Martin le devolvió la mirada sin flaquear. No estaba dispuesto a soportar otra semana de inactividad.

—Pueden suceder muchas cosas en una semana, como bien debe saber.

Dos de sus primos se agitaron ante esas deliberadas palabras. Martin no apartó la mirada del rostro de Diablo, que se arrellanó en el asiento y entornó los ojos.

—¿Por qué?

Martin no se molestó en disimular.

—Porque ya es hora. —Se detuvo para elegir las palabras con las que proseguiría—. Desde mi punto de vista, las cosas han progresado hasta el punto en el que se precisa una boda. Y por eso estoy aquí.

Ni uno solo de los presentes pasó por alto la naturaleza de las cosas que habían progresado y el lugar en el que lo habían hecho; juramentos mascullados y más de una amenaza en absoluto velada, entre las que se incluía colgarlo de una parte muy delicada de su anatomía, se alzaron a su alrededor.

Diablo acalló a los demás con un gesto sin dejar de mirarlo.

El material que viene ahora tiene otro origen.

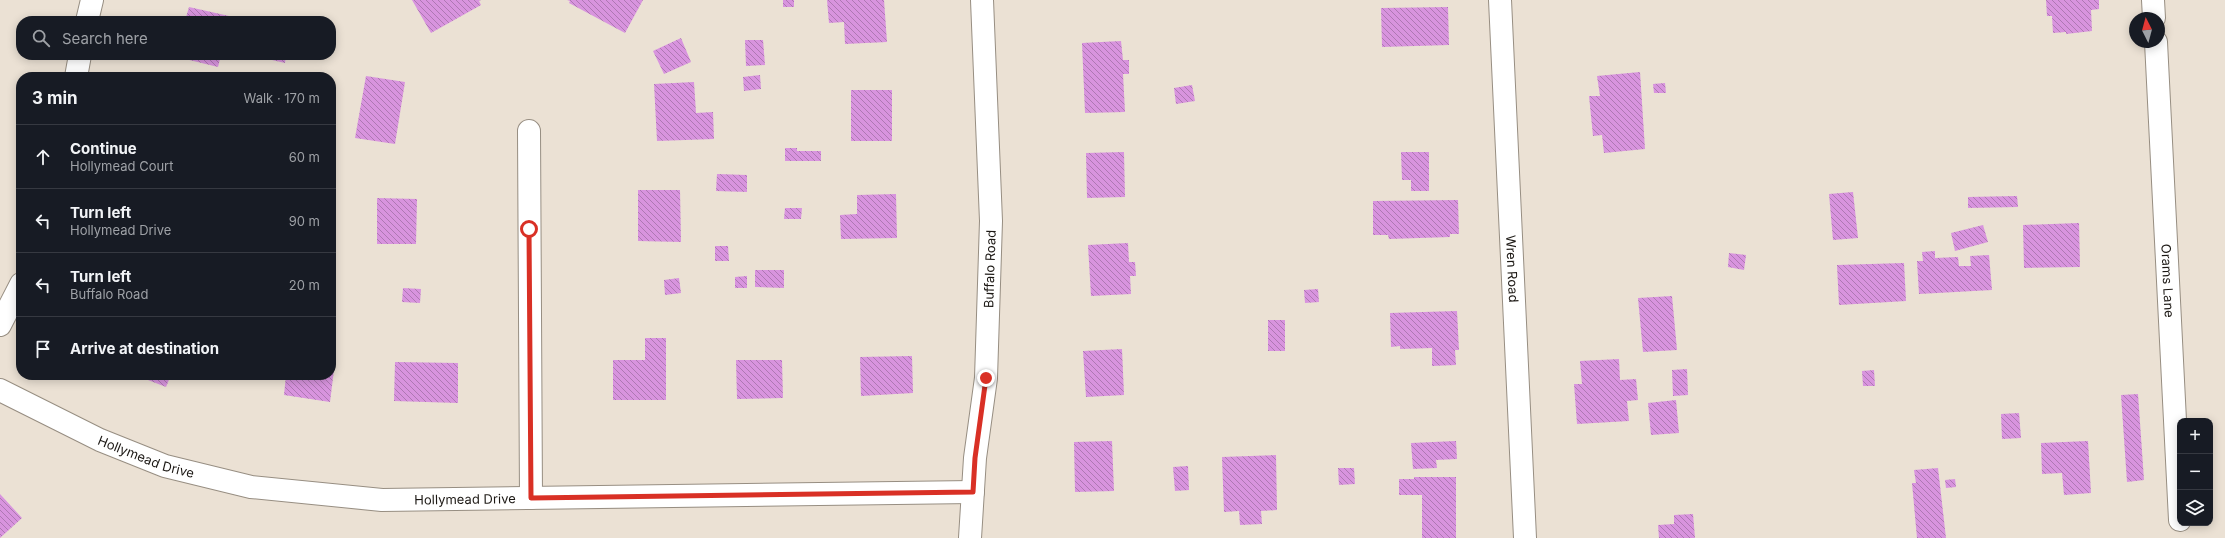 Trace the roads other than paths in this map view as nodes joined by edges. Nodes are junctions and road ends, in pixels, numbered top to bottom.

—Acaba de regresar a la alta sociedad… para perseguir a Amanda. Supongo que eso ha sucedido después de haber alcanzado dicho punto. ¿Dónde la conoció?

La mirada de Martin no vaciló.

—En Mellors.

—¿¡Qué!?

—¿En ese antro? —Y la pregunta fue acompañada de más juramentos.

Martin bajó la vista y se arregló los puños de la camisa.

—Acababa de aceptar una apuesta al whist. Contra Connor. No tenía compañero.

El silencio que siguió a sus palabras fue de la más absoluta, y sin duda escandalosa, incredulidad.

—La segunda vez que la vi fue en el salón de Helen Hennessy.